Data for review:
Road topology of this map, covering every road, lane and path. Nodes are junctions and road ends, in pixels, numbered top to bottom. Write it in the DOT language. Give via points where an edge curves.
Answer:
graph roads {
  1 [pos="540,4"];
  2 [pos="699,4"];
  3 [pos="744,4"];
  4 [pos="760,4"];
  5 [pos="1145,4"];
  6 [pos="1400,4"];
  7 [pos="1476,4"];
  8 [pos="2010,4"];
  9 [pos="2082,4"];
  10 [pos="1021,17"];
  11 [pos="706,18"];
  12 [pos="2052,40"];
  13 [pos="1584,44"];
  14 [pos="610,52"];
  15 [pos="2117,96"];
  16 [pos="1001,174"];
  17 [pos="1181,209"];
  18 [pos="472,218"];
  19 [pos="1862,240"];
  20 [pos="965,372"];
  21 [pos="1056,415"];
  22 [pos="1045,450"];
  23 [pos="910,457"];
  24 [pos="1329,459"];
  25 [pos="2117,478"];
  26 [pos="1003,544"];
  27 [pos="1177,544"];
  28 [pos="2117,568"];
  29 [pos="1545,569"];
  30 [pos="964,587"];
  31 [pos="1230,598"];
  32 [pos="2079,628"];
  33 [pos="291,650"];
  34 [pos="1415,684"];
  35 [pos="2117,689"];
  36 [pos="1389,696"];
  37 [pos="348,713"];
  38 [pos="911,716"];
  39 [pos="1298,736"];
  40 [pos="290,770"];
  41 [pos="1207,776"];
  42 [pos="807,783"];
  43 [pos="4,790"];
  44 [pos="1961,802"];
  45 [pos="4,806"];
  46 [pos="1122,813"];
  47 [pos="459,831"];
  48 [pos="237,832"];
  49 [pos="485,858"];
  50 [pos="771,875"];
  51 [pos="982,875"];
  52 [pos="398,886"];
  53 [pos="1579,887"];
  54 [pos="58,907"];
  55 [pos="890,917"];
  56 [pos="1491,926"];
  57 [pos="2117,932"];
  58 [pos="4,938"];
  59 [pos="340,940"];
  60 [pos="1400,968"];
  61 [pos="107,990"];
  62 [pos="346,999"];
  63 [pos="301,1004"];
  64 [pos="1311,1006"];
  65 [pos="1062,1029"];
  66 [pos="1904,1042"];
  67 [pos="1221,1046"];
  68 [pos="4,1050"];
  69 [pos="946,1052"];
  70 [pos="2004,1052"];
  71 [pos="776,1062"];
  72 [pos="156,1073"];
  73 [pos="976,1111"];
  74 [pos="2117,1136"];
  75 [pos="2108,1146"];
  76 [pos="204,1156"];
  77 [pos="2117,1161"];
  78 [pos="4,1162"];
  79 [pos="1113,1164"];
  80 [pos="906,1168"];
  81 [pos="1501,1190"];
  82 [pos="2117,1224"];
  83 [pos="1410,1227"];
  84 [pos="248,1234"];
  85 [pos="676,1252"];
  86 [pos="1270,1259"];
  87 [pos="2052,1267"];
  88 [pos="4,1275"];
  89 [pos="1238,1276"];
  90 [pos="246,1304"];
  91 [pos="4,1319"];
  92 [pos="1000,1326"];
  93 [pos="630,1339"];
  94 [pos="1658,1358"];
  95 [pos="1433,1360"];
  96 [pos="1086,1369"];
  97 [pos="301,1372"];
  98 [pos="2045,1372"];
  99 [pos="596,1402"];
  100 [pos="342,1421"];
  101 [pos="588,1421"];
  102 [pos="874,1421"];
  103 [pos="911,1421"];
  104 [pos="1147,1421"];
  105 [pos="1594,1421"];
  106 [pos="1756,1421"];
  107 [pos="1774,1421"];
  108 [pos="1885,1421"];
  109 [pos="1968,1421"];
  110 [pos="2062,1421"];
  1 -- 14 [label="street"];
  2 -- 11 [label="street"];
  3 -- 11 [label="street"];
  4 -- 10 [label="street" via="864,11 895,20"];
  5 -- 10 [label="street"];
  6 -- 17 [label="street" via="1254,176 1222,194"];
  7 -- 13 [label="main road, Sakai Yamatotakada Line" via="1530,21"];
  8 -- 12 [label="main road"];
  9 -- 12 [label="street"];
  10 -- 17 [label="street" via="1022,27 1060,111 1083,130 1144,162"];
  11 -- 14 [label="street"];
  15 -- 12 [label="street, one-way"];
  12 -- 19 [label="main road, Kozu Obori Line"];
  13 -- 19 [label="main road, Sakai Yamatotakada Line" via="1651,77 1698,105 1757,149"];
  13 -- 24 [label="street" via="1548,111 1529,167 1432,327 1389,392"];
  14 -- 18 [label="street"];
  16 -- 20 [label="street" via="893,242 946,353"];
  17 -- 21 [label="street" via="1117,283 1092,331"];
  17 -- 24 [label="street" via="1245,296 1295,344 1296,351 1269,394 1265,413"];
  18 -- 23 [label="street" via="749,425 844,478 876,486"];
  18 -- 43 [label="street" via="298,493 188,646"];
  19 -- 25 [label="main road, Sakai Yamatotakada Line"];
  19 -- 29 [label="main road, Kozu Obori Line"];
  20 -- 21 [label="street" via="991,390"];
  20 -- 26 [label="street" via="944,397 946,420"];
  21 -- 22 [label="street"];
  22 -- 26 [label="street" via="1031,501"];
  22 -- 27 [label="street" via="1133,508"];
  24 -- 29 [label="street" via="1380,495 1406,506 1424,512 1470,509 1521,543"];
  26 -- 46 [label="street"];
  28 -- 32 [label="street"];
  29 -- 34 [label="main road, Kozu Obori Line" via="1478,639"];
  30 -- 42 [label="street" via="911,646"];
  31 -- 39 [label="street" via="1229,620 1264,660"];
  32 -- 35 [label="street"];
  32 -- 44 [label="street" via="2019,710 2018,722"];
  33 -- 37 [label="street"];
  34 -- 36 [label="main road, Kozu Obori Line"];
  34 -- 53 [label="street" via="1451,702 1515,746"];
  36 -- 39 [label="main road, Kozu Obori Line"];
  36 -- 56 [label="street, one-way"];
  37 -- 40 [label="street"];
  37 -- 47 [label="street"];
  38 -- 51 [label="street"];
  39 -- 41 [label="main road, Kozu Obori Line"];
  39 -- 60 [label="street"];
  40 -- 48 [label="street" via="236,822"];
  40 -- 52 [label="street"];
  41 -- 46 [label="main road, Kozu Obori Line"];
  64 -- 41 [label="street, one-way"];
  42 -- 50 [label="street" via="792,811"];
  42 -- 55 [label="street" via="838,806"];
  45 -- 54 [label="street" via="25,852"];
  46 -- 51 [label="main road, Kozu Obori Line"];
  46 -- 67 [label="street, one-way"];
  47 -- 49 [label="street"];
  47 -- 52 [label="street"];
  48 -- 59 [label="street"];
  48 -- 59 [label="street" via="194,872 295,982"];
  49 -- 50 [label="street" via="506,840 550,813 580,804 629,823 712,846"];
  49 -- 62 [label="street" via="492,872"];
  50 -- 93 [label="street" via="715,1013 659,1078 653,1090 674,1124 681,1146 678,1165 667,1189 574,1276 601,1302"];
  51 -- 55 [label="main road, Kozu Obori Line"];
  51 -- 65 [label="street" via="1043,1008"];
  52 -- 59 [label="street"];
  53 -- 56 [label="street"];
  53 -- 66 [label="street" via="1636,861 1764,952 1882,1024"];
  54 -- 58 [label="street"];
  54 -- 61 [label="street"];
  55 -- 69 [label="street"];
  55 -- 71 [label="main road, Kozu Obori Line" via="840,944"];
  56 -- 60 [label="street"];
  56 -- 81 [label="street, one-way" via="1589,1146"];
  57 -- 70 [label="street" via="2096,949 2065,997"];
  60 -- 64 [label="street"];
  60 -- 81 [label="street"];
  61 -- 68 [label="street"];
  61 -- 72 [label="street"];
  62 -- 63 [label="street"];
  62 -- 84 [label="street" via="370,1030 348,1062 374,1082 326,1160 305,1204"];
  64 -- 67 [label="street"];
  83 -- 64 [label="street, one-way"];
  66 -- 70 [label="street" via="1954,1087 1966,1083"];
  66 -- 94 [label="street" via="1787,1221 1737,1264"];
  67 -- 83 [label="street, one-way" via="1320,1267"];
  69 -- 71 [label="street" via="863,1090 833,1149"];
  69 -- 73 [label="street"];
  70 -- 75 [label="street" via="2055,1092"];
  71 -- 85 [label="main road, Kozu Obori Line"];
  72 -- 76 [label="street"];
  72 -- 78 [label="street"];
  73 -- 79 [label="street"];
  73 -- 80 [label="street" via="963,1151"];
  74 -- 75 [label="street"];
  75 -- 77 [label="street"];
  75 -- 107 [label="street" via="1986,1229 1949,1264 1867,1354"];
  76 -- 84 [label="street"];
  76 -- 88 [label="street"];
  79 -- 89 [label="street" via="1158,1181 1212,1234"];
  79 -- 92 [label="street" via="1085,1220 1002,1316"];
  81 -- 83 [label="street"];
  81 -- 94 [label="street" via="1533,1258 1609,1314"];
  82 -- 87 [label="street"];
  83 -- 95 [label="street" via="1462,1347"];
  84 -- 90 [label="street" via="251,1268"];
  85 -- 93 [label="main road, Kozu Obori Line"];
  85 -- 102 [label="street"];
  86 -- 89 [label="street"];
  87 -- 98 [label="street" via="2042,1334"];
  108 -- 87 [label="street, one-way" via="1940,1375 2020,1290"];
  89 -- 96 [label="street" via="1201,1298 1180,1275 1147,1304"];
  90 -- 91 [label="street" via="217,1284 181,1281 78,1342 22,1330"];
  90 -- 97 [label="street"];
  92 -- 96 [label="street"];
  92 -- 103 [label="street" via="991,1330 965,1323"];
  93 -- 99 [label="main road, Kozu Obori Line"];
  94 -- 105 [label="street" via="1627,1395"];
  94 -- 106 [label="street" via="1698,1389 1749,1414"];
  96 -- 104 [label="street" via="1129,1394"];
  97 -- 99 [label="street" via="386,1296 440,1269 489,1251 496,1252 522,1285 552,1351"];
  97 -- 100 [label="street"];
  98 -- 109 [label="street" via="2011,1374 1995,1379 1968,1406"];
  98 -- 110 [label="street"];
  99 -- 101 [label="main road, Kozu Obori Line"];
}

Exercise brief: Using the records above, say how many lines contain the string "Sakai"; offer no other text.

Worked solution: 3